An automatic modeling approach for the potential evaluation of CO2 geological storage in the deep saline aquifer

Abstract

Geological storage of carbon dioxide is receiving more and more attention as one of the efficient carbon reduction technologies, as China’s carbon-neutral strategic plan moves forward. There is an increasing demand for more effective and thorough methodologies to assess the potential of CO2 storage in deep saline aquifers. This study proposes a method for evaluating the geological storage potential of CO2 in deep saline aquifers and constructs an automatic evaluation system for the comprehensive potential of CO2 geological storage using ArcGIS Model Builder visual modeling technology. The automatic evaluation system consists of four functional parts: information collating and database constructing, data pre-processing, model building evaluation and result validation evaluation. First, structured and unstructured data including underlying geology, tectonic geology, oil and gas geology, and drilling data are collated and established in a geodatabase. Second, pre-processing models of the deep saline reservoir-caprock data are established based on the analysis of the geological evolution history of the study area to determine the effective storage thickness, effective porosity, and the influence range of faults; kriging methods are then used to realize the spatial interpolation of the evaluation parameters. Third, the volume coefficient method is adopted to construct the underground storage space model and to establish the density distribution model of the supercritical CO2 with nonlinear function while taking into account four evaluation factors (i.e. area, effective porosity, effective thickness, effective coefficient) and two limiting factors (i.e. fault, burial depth).

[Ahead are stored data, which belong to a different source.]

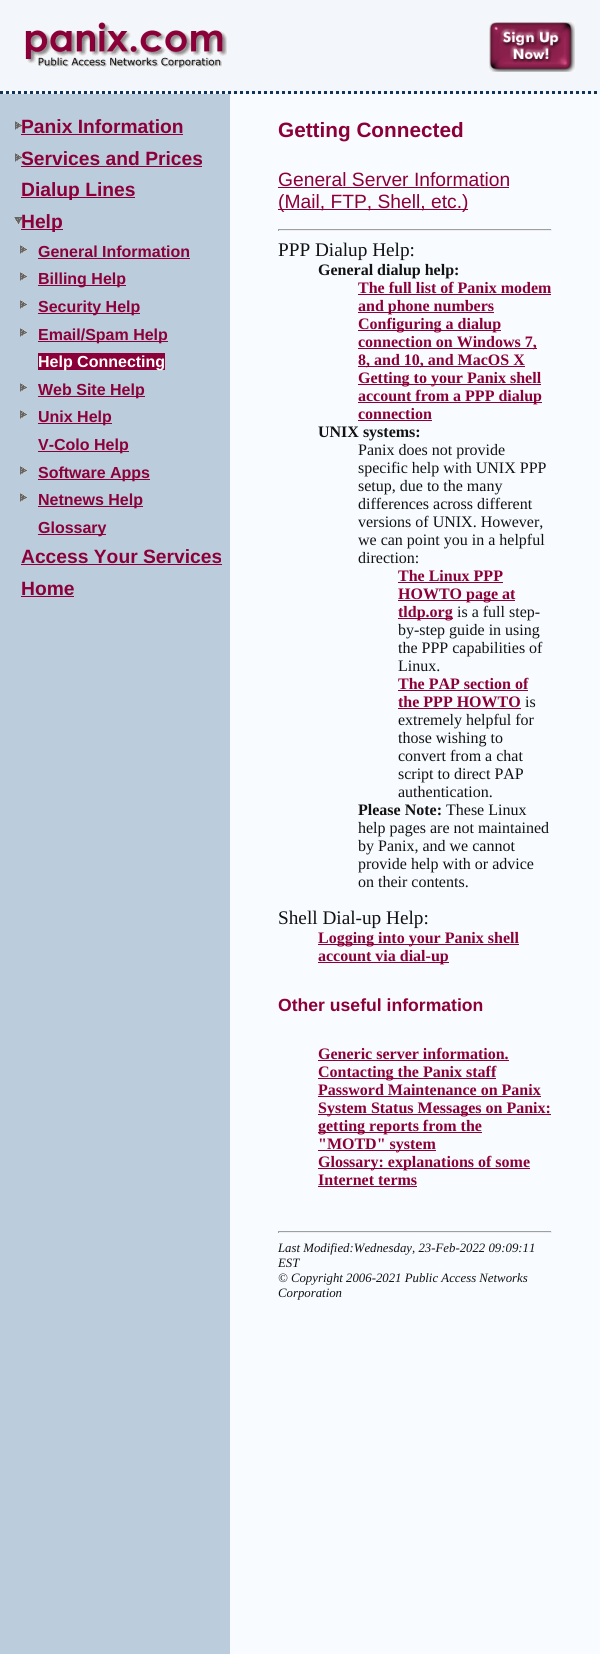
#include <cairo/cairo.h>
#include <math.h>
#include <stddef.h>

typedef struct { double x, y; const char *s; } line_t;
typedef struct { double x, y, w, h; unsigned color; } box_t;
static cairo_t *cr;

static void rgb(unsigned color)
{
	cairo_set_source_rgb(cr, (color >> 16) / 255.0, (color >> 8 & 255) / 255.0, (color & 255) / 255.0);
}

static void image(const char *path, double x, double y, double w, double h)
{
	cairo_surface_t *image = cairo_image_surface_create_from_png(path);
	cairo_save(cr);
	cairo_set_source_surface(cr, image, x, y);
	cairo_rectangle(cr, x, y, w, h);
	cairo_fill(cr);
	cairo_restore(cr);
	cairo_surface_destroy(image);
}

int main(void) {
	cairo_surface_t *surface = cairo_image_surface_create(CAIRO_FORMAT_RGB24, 600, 1654);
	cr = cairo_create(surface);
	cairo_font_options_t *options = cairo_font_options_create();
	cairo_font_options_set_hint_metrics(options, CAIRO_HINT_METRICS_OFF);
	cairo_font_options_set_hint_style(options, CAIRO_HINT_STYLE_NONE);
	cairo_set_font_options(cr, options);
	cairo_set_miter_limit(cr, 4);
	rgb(0xf8fbff);
	cairo_paint(cr);
	rgb(0xf3f6fa);
	cairo_rectangle(cr, 0, 0, 600, 94);
	cairo_fill(cr);
	cairo_new_path(cr);
	cairo_move_to(cr, 0, 92.5);
	cairo_line_to(cr, 600, 92.5);
	rgb(0x123456);
	cairo_set_line_width(cr, 3);
	cairo_set_dash(cr, (double[]){3, 3}, 2, 0);
	cairo_stroke(cr);
	image("img/1.png", 25, 22, 202, 47);
	image("img/2.png", 489, 22, 86, 50);
	rgb(0xbbccdd);
	cairo_rectangle(cr, 0, 94, 230, 1560);
	cairo_fill(cr);
	image("img/3.png", 15, 121, 8, 9);
	rgb(0x8c0039);
	cairo_rectangle(cr, 21, 134, 162, 1);
	cairo_fill(cr);
	image("img/3.png", 15, 153, 8, 9);
	cairo_rectangle(cr, 21, 166, 181, 1);
	cairo_fill(cr);
	cairo_rectangle(cr, 21, 197, 114, 1);
	cairo_fill(cr);
	image("img/4.png", 14, 217, 9, 8);
	cairo_rectangle(cr, 21, 229, 42, 1);
	cairo_fill(cr);
	image("img/3.png", 20, 245, 8, 9);
	cairo_rectangle(cr, 38, 258, 152, 1);
	cairo_fill(cr);
	image("img/3.png", 20, 272, 8, 9);
	cairo_rectangle(cr, 38, 285, 88, 1);
	cairo_fill(cr);
	image("img/3.png", 20, 300, 8, 9);
	cairo_rectangle(cr, 38, 313, 102, 1);
	cairo_fill(cr);
	image("img/3.png", 20, 328, 8, 9);
	cairo_rectangle(cr, 38, 341, 130, 1);
	cairo_fill(cr);
	cairo_rectangle(cr, 38, 353, 127, 17);
	cairo_fill(cr);
	image("img/3.png", 20, 383, 8, 9);
	cairo_rectangle(cr, 38, 396, 107, 1);
	cairo_fill(cr);
	image("img/3.png", 20, 410, 8, 9);
	cairo_rectangle(cr, 38, 423, 74, 1);
	cairo_fill(cr);
	cairo_rectangle(cr, 38, 451, 91, 1);
	cairo_fill(cr);
	image("img/3.png", 20, 466, 8, 9);
	cairo_rectangle(cr, 38, 479, 112, 1);
	cairo_fill(cr);
	image("img/3.png", 20, 493, 8, 9);
	{
		static const box_t items[] = {
			{38, 506, 105, 1, 0x8c0039},
			{38, 534, 68, 1, 0x8c0039},
			{21, 564, 201, 1, 0x8c0039},
			{21, 596, 53, 1, 0x8c0039},
			{278, 187, 231, 1, 0x8c0039},
			{278, 209, 190, 1, 0x8c0039},
			{278, 229, 274, 1, 0x9f9f9f},
			{551, 229, 1, 2, 0xeeeeee},
			{278, 230, 274, 1, 0xeeeeee},
			{278, 229, 1, 2, 0x9f9f9f},
			{358, 294, 193, 1, 0x8c0039},
			{358, 312, 136, 1, 0x8c0039},
			{358, 330, 143, 1, 0x8c0039},
			{358, 348, 179, 1, 0x8c0039},
			{358, 366, 167, 1, 0x8c0039},
			{358, 384, 183, 1, 0x8c0039},
			{358, 402, 184, 1, 0x8c0039},
			{358, 420, 74, 1, 0x8c0039},
			{398, 582, 105, 1, 0x8c0039},
			{398, 600, 117, 1, 0x8c0039},
			{398, 618, 55, 1, 0x8c0039},
			{398, 690, 130, 1, 0x8c0039},
			{398, 708, 123, 1, 0x8c0039},
			{318, 944, 201, 1, 0x8c0039},
			{318, 962, 131, 1, 0x8c0039},
			{318, 1060, 191, 1, 0x8c0039},
			{318, 1078, 178, 1, 0x8c0039},
			{318, 1096, 223, 1, 0x8c0039},
			{318, 1114, 233, 1, 0x8c0039},
			{318, 1132, 164, 1, 0x8c0039},
			{318, 1150, 118, 1, 0x8c0039},
			{318, 1168, 212, 1, 0x8c0039},
			{318, 1186, 99, 1, 0x8c0039},
			{278, 1231, 274, 1, 0x9f9f9f},
			{551, 1231, 1, 2, 0xeeeeee},
			{278, 1232, 274, 1, 0xeeeeee},
			{278, 1231, 1, 2, 0x9f9f9f},
		};
		for (size_t i = 0; i < sizeof items / sizeof *items; i++) {
			rgb(items[i].color);
			cairo_rectangle(cr, items[i].x, items[i].y, items[i].w, items[i].h);
			cairo_fill(cr);
		}
	}
	cairo_select_font_face(cr, "Liberation Sans", CAIRO_FONT_SLANT_NORMAL, CAIRO_FONT_WEIGHT_BOLD);
	cairo_set_font_size(cr, 19.25);
	rgb(0x8c0039);
	{
		static const line_t items[] = {
			{21, 133, "Panix Information"},
			{21, 165, "Services and Prices"},
			{21, 196, "Dialup Lines"},
			{21, 228, "Help"},
		};
		for (size_t i = 0; i < sizeof items / sizeof *items; i++) {
			cairo_move_to(cr, items[i].x, items[i].y);
			cairo_show_text(cr, items[i].s);
		}
	}
	cairo_set_font_size(cr, 16);
	{
		static const line_t items[] = {
			{38, 257, "General Information"},
			{38, 284, "Billing Help"},
			{38, 312, "Security Help"},
			{38, 340, "Email/Spam Help"},
		};
		for (size_t i = 0; i < sizeof items / sizeof *items; i++) {
			cairo_move_to(cr, items[i].x, items[i].y);
			cairo_show_text(cr, items[i].s);
		}
	}
	rgb(0xfffffa);
	cairo_move_to(cr, 38, 367);
	cairo_show_text(cr, "Help Connecting");
	rgb(0x8c0039);
	{
		static const line_t items[] = {
			{38, 395, "Web Site Help"},
			{38, 422, "Unix Help"},
			{38, 450, "V-Colo Help"},
			{38, 478, "Software Apps"},
			{38, 505, "Netnews Help"},
			{38, 533, "Glossary"},
		};
		for (size_t i = 0; i < sizeof items / sizeof *items; i++) {
			cairo_move_to(cr, items[i].x, items[i].y);
			cairo_show_text(cr, items[i].s);
		}
	}
	cairo_set_font_size(cr, 19.25);
	cairo_move_to(cr, 21, 563);
	cairo_show_text(cr, "Access Your Services");
	cairo_move_to(cr, 21, 595);
	cairo_show_text(cr, "Home");
	cairo_set_font_size(cr, 20.75);
	cairo_move_to(cr, 278, 137);
	cairo_show_text(cr, "Getting Connected");
	cairo_select_font_face(cr, "Liberation Sans", CAIRO_FONT_SLANT_NORMAL, CAIRO_FONT_WEIGHT_NORMAL);
	cairo_set_font_size(cr, 19.25);
	cairo_move_to(cr, 278, 186);
	cairo_show_text(cr, "General Server Information");
	cairo_move_to(cr, 278, 208);
	cairo_show_text(cr, "(Mail, FTP, Shell, etc.)");
	cairo_select_font_face(cr, "Liberation Serif", CAIRO_FONT_SLANT_NORMAL, CAIRO_FONT_WEIGHT_NORMAL);
	rgb(0x121212);
	cairo_move_to(cr, 278, 256);
	cairo_show_text(cr, "PPP Dialup Help:");
	cairo_select_font_face(cr, "Liberation Serif", CAIRO_FONT_SLANT_NORMAL, CAIRO_FONT_WEIGHT_BOLD);
	cairo_set_font_size(cr, 16);
	cairo_move_to(cr, 318, 275);
	cairo_show_text(cr, "General dialup help:");
	rgb(0x8c0039);
	{
		static const line_t items[] = {
			{358, 293, "The full list of Panix modem"},
			{358, 311, "and phone numbers"},
			{358, 329, "Configuring a dialup"},
			{358, 347, "connection on Windows 7,"},
			{358, 365, "8, and 10, and MacOS X"},
			{358, 383, "Getting to your Panix shell"},
			{358, 401, "account from a PPP dialup"},
			{358, 419, "connection"},
		};
		for (size_t i = 0; i < sizeof items / sizeof *items; i++) {
			cairo_move_to(cr, items[i].x, items[i].y);
			cairo_show_text(cr, items[i].s);
		}
	}
	rgb(0x121212);
	cairo_move_to(cr, 318, 437);
	cairo_show_text(cr, "UNIX systems:");
	cairo_select_font_face(cr, "Liberation Serif", CAIRO_FONT_SLANT_NORMAL, CAIRO_FONT_WEIGHT_NORMAL);
	{
		static const line_t items[] = {
			{358, 455, "Panix does not provide"},
			{358, 473, "specific help with UNIX PPP"},
			{358, 491, "setup, due to the many"},
			{358, 509, "differences across different"},
			{358, 527, "versions of UNIX. However,"},
			{358, 545, "we can point you in a helpful"},
			{358, 563, "direction:"},
		};
		for (size_t i = 0; i < sizeof items / sizeof *items; i++) {
			cairo_move_to(cr, items[i].x, items[i].y);
			cairo_show_text(cr, items[i].s);
		}
	}
	cairo_select_font_face(cr, "Liberation Serif", CAIRO_FONT_SLANT_NORMAL, CAIRO_FONT_WEIGHT_BOLD);
	rgb(0x8c0039);
	{
		static const line_t items[] = {
			{398, 581, "The Linux PPP"},
			{398, 599, "HOWTO page at"},
			{398, 617, "tldp.org"},
		};
		for (size_t i = 0; i < sizeof items / sizeof *items; i++) {
			cairo_move_to(cr, items[i].x, items[i].y);
			cairo_show_text(cr, items[i].s);
		}
	}
	cairo_select_font_face(cr, "Liberation Serif", CAIRO_FONT_SLANT_NORMAL, CAIRO_FONT_WEIGHT_NORMAL);
	rgb(0x121212);
	{
		static const line_t items[] = {
			{457, 617, "is a full step-"},
			{398, 635, "by-step guide in using"},
			{398, 653, "the PPP capabilities of"},
			{398, 671, "Linux."},
		};
		for (size_t i = 0; i < sizeof items / sizeof *items; i++) {
			cairo_move_to(cr, items[i].x, items[i].y);
			cairo_show_text(cr, items[i].s);
		}
	}
	cairo_select_font_face(cr, "Liberation Serif", CAIRO_FONT_SLANT_NORMAL, CAIRO_FONT_WEIGHT_BOLD);
	rgb(0x8c0039);
	cairo_move_to(cr, 398, 689);
	cairo_show_text(cr, "The PAP section of");
	cairo_move_to(cr, 398, 707);
	cairo_show_text(cr, "the PPP HOWTO");
	cairo_select_font_face(cr, "Liberation Serif", CAIRO_FONT_SLANT_NORMAL, CAIRO_FONT_WEIGHT_NORMAL);
	rgb(0x121212);
	{
		static const line_t items[] = {
			{525, 707, "is"},
			{398, 725, "extremely helpful for"},
			{398, 743, "those wishing to"},
			{398, 761, "convert from a chat"},
			{398, 779, "script to direct PAP"},
			{398, 797, "authentication."},
		};
		for (size_t i = 0; i < sizeof items / sizeof *items; i++) {
			cairo_move_to(cr, items[i].x, items[i].y);
			cairo_show_text(cr, items[i].s);
		}
	}
	cairo_select_font_face(cr, "Liberation Serif", CAIRO_FONT_SLANT_NORMAL, CAIRO_FONT_WEIGHT_BOLD);
	cairo_move_to(cr, 358, 815);
	cairo_show_text(cr, "Please Note:");
	cairo_select_font_face(cr, "Liberation Serif", CAIRO_FONT_SLANT_NORMAL, CAIRO_FONT_WEIGHT_NORMAL);
	{
		static const line_t items[] = {
			{446, 815, "These Linux"},
			{358, 833, "help pages are not maintained"},
			{358, 851, "by Panix, and we cannot"},
			{358, 869, "provide help with or advice"},
			{358, 887, "on their contents."},
		};
		for (size_t i = 0; i < sizeof items / sizeof *items; i++) {
			cairo_move_to(cr, items[i].x, items[i].y);
			cairo_show_text(cr, items[i].s);
		}
	}
	cairo_set_font_size(cr, 19.25);
	cairo_move_to(cr, 278, 924);
	cairo_show_text(cr, "Shell Dial-up Help:");
	cairo_select_font_face(cr, "Liberation Serif", CAIRO_FONT_SLANT_NORMAL, CAIRO_FONT_WEIGHT_BOLD);
	cairo_set_font_size(cr, 16);
	rgb(0x8c0039);
	cairo_move_to(cr, 318, 943);
	cairo_show_text(cr, "Logging into your Panix shell");
	cairo_move_to(cr, 318, 961);
	cairo_show_text(cr, "account via dial-up");
	cairo_select_font_face(cr, "Liberation Sans", CAIRO_FONT_SLANT_NORMAL, CAIRO_FONT_WEIGHT_BOLD);
	cairo_set_font_size(cr, 17.6);
	cairo_move_to(cr, 278, 1011);
	cairo_show_text(cr, "Other useful information");
	cairo_select_font_face(cr, "Liberation Serif", CAIRO_FONT_SLANT_NORMAL, CAIRO_FONT_WEIGHT_BOLD);
	cairo_set_font_size(cr, 16);
	{
		static const line_t items[] = {
			{318, 1059, "Generic server information."},
			{318, 1077, "Contacting the Panix staff"},
			{318, 1095, "Password Maintenance on Panix"},
			{318, 1113, "System Status Messages on Panix:"},
			{318, 1131, "getting reports from the"},
			{318, 1149, "\"MOTD\" system"},
			{318, 1167, "Glossary: explanations of some"},
			{318, 1185, "Internet terms"},
		};
		for (size_t i = 0; i < sizeof items / sizeof *items; i++) {
			cairo_move_to(cr, items[i].x, items[i].y);
			cairo_show_text(cr, items[i].s);
		}
	}
	cairo_select_font_face(cr, "Liberation Serif", CAIRO_FONT_SLANT_ITALIC, CAIRO_FONT_WEIGHT_NORMAL);
	cairo_set_font_size(cr, 12.8);
	rgb(0x121212);
	{
		static const line_t items[] = {
			{278, 1252, "Last Modified:Wednesday, 23-Feb-2022 09:09:11"},
			{278, 1267, "EST"},
			{278, 1282, "© Copyright 2006-2021 Public Access Networks"},
			{278, 1297, "Corporation"},
		};
		for (size_t i = 0; i < sizeof items / sizeof *items; i++) {
			cairo_move_to(cr, items[i].x, items[i].y);
			cairo_show_text(cr, items[i].s);
		}
	}
	cairo_surface_write_to_png(surface, "page.png");
	cairo_font_options_destroy(options);
	cairo_destroy(cr);
	cairo_surface_destroy(surface);
	return 0;
}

Finally, the geological storage potential of CO2 in the study area is evaluated with the classification of the potential level and compared with the numerical simulation results to verify the model’s accuracy. The model is first applied in this paper using a suitable target in China as a case study. The results show that this target area’s anticipated storage potential value reaches 52.557 Mt. The total precision error, according to a comparison of the numerical simulation results, is 8.20%. Based on the results obtained, it can be concluded that the automatic GIS-based modeling approach is suitable for a comparable study of potential evaluation of CO2 geological storage in deep saline aquifers.